WHAT TO PRODUCE:
Go through the lines below and tally each one holding "Left". Write only the total.

Bounding box coordinate data:
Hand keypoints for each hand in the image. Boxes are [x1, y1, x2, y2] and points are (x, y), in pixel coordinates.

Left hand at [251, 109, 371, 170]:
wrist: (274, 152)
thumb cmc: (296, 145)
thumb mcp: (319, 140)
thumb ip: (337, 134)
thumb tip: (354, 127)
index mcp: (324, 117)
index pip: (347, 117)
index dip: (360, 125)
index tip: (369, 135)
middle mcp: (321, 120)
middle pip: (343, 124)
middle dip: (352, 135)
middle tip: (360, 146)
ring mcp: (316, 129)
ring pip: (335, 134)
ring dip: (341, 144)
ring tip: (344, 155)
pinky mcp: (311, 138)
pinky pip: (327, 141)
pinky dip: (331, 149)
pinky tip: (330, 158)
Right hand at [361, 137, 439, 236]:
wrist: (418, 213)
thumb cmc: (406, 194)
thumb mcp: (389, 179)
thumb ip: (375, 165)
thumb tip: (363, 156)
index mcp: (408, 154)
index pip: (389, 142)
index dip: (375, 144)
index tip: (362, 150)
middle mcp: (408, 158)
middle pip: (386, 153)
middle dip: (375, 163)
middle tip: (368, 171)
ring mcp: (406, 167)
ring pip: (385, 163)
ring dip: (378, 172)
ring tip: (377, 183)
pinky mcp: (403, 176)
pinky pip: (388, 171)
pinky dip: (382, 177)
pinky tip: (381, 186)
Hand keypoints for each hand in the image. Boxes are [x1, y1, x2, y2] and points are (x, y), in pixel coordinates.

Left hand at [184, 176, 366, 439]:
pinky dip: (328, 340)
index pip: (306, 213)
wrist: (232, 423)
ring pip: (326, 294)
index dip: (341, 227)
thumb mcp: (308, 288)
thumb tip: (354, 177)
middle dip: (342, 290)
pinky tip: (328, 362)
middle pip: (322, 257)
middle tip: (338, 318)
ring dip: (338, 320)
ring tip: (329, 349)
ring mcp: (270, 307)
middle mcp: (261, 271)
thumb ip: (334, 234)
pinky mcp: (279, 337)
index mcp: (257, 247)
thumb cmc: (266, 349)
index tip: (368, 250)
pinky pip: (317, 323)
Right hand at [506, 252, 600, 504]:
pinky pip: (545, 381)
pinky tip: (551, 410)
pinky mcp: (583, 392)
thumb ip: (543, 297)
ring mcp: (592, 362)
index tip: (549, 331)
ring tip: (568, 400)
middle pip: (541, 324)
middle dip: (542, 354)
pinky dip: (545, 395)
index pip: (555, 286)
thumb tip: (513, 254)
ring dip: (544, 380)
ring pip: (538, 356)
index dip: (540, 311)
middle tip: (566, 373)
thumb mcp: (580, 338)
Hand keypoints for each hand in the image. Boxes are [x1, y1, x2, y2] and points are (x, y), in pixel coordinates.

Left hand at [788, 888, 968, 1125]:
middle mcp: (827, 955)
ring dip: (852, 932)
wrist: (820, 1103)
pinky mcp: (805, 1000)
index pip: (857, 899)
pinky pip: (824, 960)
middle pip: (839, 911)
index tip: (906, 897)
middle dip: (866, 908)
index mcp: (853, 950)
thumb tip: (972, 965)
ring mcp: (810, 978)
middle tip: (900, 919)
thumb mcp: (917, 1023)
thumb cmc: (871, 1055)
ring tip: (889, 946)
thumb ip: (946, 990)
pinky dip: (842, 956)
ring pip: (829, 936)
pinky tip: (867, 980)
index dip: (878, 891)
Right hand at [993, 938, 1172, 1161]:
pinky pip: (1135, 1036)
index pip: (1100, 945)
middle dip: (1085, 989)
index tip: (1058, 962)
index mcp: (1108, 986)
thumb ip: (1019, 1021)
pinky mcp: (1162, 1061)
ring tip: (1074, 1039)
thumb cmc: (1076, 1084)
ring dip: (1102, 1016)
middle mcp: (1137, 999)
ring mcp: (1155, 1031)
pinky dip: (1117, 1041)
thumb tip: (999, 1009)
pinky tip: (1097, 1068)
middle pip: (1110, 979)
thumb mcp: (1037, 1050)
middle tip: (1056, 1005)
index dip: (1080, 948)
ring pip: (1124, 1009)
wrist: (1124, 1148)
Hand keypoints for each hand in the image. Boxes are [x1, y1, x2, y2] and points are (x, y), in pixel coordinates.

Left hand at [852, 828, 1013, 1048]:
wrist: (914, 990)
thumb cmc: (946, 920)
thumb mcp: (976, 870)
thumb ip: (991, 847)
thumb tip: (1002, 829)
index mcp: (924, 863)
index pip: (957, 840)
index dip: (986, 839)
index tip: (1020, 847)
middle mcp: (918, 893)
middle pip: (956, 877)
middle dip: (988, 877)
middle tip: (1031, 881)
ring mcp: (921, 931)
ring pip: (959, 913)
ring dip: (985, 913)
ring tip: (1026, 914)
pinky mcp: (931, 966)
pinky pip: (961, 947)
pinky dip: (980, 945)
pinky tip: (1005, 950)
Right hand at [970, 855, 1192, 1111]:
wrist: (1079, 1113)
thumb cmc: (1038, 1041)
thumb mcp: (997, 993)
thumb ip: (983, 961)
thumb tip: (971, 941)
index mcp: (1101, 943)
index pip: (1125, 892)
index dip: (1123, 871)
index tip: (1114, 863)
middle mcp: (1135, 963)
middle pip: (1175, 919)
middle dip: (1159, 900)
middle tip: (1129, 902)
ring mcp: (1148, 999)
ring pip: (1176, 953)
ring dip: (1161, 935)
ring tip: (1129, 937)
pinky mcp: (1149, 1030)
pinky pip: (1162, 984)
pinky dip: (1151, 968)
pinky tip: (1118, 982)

SOLUTION TO THE PROBLEM:
4